Traditional covert communication often relies on the knowledge of the warden's channel state information, which is inherently challenging to obtain due to the non-cooperative nature and potential mobility of the warden. The integration of sensing and communication technology provides a promising solution by enabling the legitimate transmitter to sense and track the warden, thereby enhancing transmission covertness. In this paper, we develop a framework for sensing-then-beamforming in reconfigurable intelligent surface (RIS)-empowered integrated sensing and covert communication (ISACC) systems, where the transmitter (Alice) estimates and tracks the mobile aerial warden's channel using sensing echo signals while simultaneously sending covert information to multiple legitimate users (Bobs) with the assistance of RIS, under the surveillance of the warden (Willie). Considering channel estimation errors, we formulate a robust non-convex optimization problem that jointly designs the communication beamformers, the sensing signal covariance matrix at Alice, and the phase shifts at the RIS to maximize the covert sum rate of Bobs while satisfying the constraints related to covert communication, sensing, transmitter power, and the unit modulus of the RIS elements. To solve this complex problem, we develop an efficient algorithm using alternating optimization, successive convex approximation, S-procedure, sequential rank-one constraint relaxation, and semidefinite relaxation techniques. Numerical results confirm the convergence of the proposed algorithm and demonstrate its effectiveness in tracking the warden's channel while ensuring robust covert transmission. Furthermore, the results highlight the advantages of using RIS to enhance the covert transmission rate compared to baseline schemes, and also illustrate the intricate trade-off between communication and sensing in ISACC systems.
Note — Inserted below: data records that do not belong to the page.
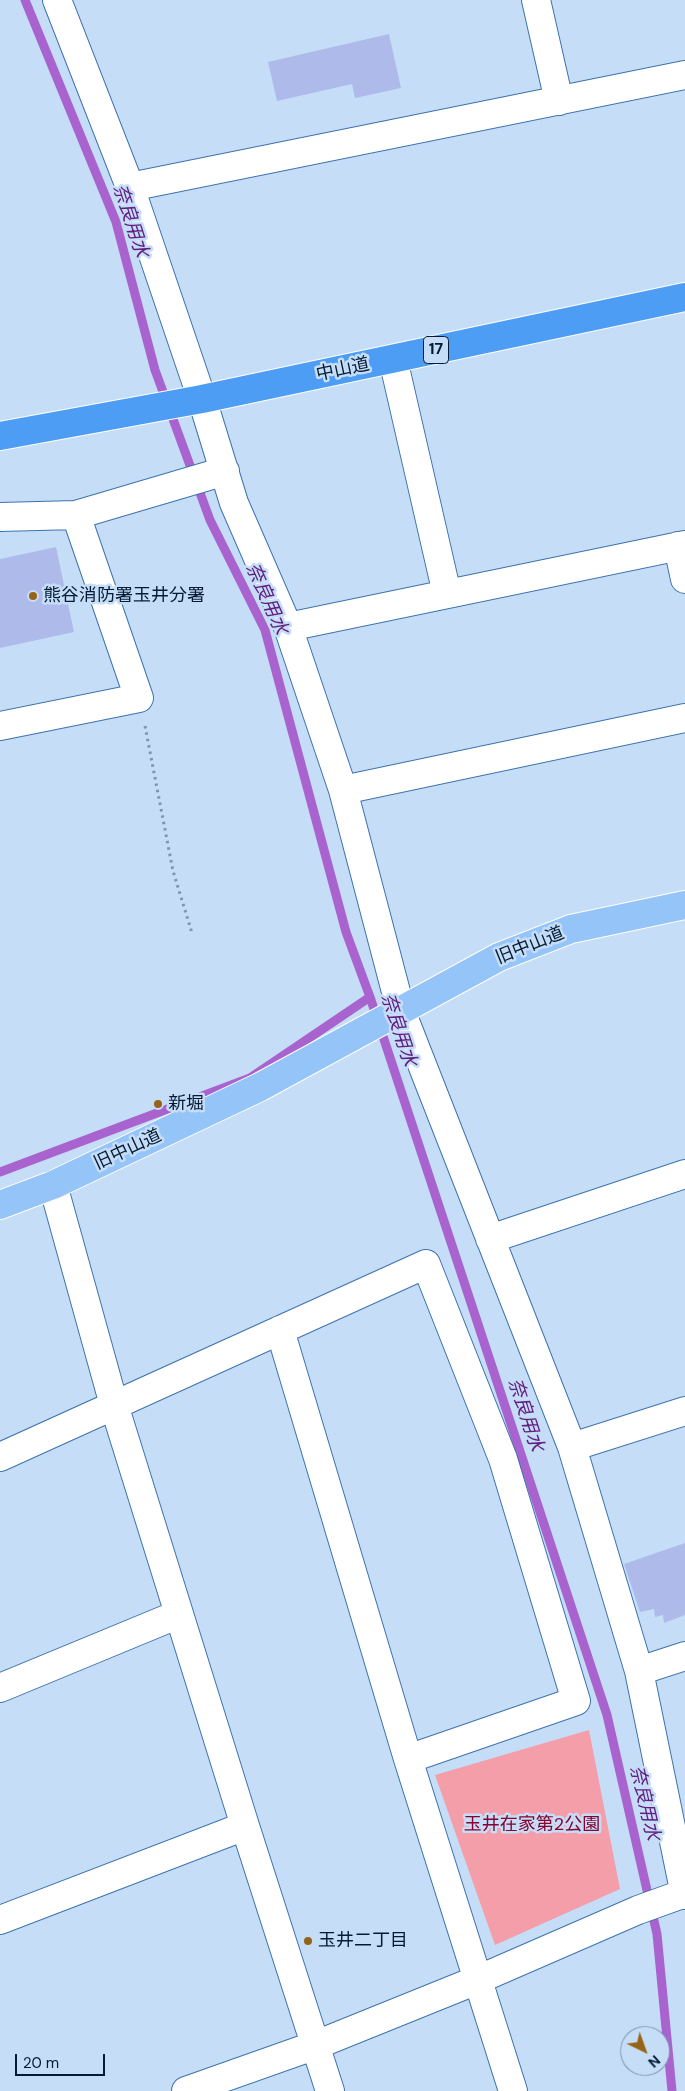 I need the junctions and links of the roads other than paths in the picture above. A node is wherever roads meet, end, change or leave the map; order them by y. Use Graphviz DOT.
graph roads {
  1 [pos="57,0"];
  2 [pos="536,0"];
  3 [pos="685,75"];
  4 [pos="559,101"];
  5 [pos="130,187"];
  6 [pos="685,297"];
  7 [pos="393,359"];
  8 [pos="195,401"];
  9 [pos="0,436"];
  10 [pos="215,474"];
  11 [pos="76,516"];
  12 [pos="0,517"];
  13 [pos="682,546"];
  14 [pos="685,579"];
  15 [pos="447,594"];
  16 [pos="288,627"];
  17 [pos="685,718"];
  18 [pos="0,726"];
  19 [pos="343,790"];
  20 [pos="685,905"];
  21 [pos="394,1014"];
  22 [pos="685,1174"];
  23 [pos="53,1185"];
  24 [pos="0,1205"];
  25 [pos="490,1239"];
  26 [pos="280,1330"];
  27 [pos="114,1405"];
  28 [pos="685,1412"];
  29 [pos="572,1447"];
  30 [pos="0,1457"];
  31 [pos="179,1614"];
  32 [pos="685,1656"];
  33 [pos="639,1671"];
  34 [pos="0,1688"];
  35 [pos="408,1760"];
  36 [pos="245,1826"];
  37 [pos="685,1894"];
  38 [pos="0,1920"];
  39 [pos="478,1980"];
  40 [pos="316,2044"];
  41 [pos="186,2091"];
  42 [pos="330,2091"];
  43 [pos="513,2091"];
  1 -- 5 [label="street"];
  2 -- 4 [label="street"];
  3 -- 4 [label="street"];
  4 -- 5 [label="street"];
  5 -- 8 [label="street"];
  6 -- 7 [label="highway, 中山道 / 17"];
  7 -- 8 [label="highway, 中山道 / 17"];
  7 -- 15 [label="street"];
  8 -- 9 [label="highway, 中山道 / 17"];
  8 -- 10 [label="street"];
  10 -- 11 [label="street"];
  10 -- 16 [label="street"];
  11 -- 12 [label="street"];
  11 -- 18 [label="street"];
  13 -- 14 [label="street"];
  13 -- 15 [label="street"];
  15 -- 16 [label="street"];
  16 -- 19 [label="street"];
  17 -- 19 [label="street"];
  19 -- 21 [label="street"];
  20 -- 21 [label="main road, 旧中山道"];
  21 -- 23 [label="main road, 旧中山道"];
  21 -- 25 [label="street"];
  22 -- 25 [label="street"];
  23 -- 24 [label="main road, 旧中山道"];
  23 -- 27 [label="street"];
  25 -- 29 [label="street"];
  26 -- 27 [label="street"];
  26 -- 35 [label="street"];
  26 -- 35 [label="street"];
  27 -- 30 [label="street"];
  27 -- 31 [label="street"];
  28 -- 29 [label="street"];
  29 -- 33 [label="street"];
  31 -- 34 [label="street"];
  31 -- 36 [label="street"];
  32 -- 33 [label="street"];
  33 -- 37 [label="street"];
  35 -- 39 [label="street"];
  36 -- 38 [label="street"];
  36 -- 40 [label="street"];
  37 -- 39 [label="street"];
  39 -- 40 [label="street"];
  39 -- 43 [label="street"];
  40 -- 41 [label="street"];
  40 -- 42 [label="street"];
}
翻译：传统隐蔽通信通常依赖于对监视者信道状态信息的了解，但由于监视者的非合作特性和潜在移动性，获取该信息本质上具有挑战性。感知与通信技术的融合为合法发射机提供了感知与跟踪监视者的能力，从而提升传输隐蔽性，成为一种前景广阔的解决方案。本文针对可重构智能表面（RIS）赋能的集成感知与隐蔽通信（ISACC）系统，提出了一种感知后波束赋形框架。在该框架中，发射机（Alice）利用感知回波信号估计并跟踪移动空中监视者的信道，同时在监视者（Willie）的监控下，借助RIS的辅助向多个合法用户（Bobs）发送隐蔽信息。考虑到信道估计误差，我们构建了一个鲁棒的非凸优化问题，联合设计通信波束赋形器、Alice处的感知信号协方差矩阵以及RIS的相移，以最大化Bobs的隐蔽总速率，同时满足隐蔽通信、感知、发射机功率及RIS单元模值约束。为解决这一复杂问题，我们开发了一种高效算法，融合了交替优化、逐次凸逼近、S-过程、序列秩一约束松弛及半定松弛等技术。数值结果验证了所提算法的收敛性，并证明了其在跟踪监视者信道的同时确保鲁棒隐蔽传输的有效性。此外，结果突显了相较于基准方案，使用RIS在提升隐蔽传输速率方面的优势，同时揭示了ISACC系统中通信与感知之间复杂的权衡关系。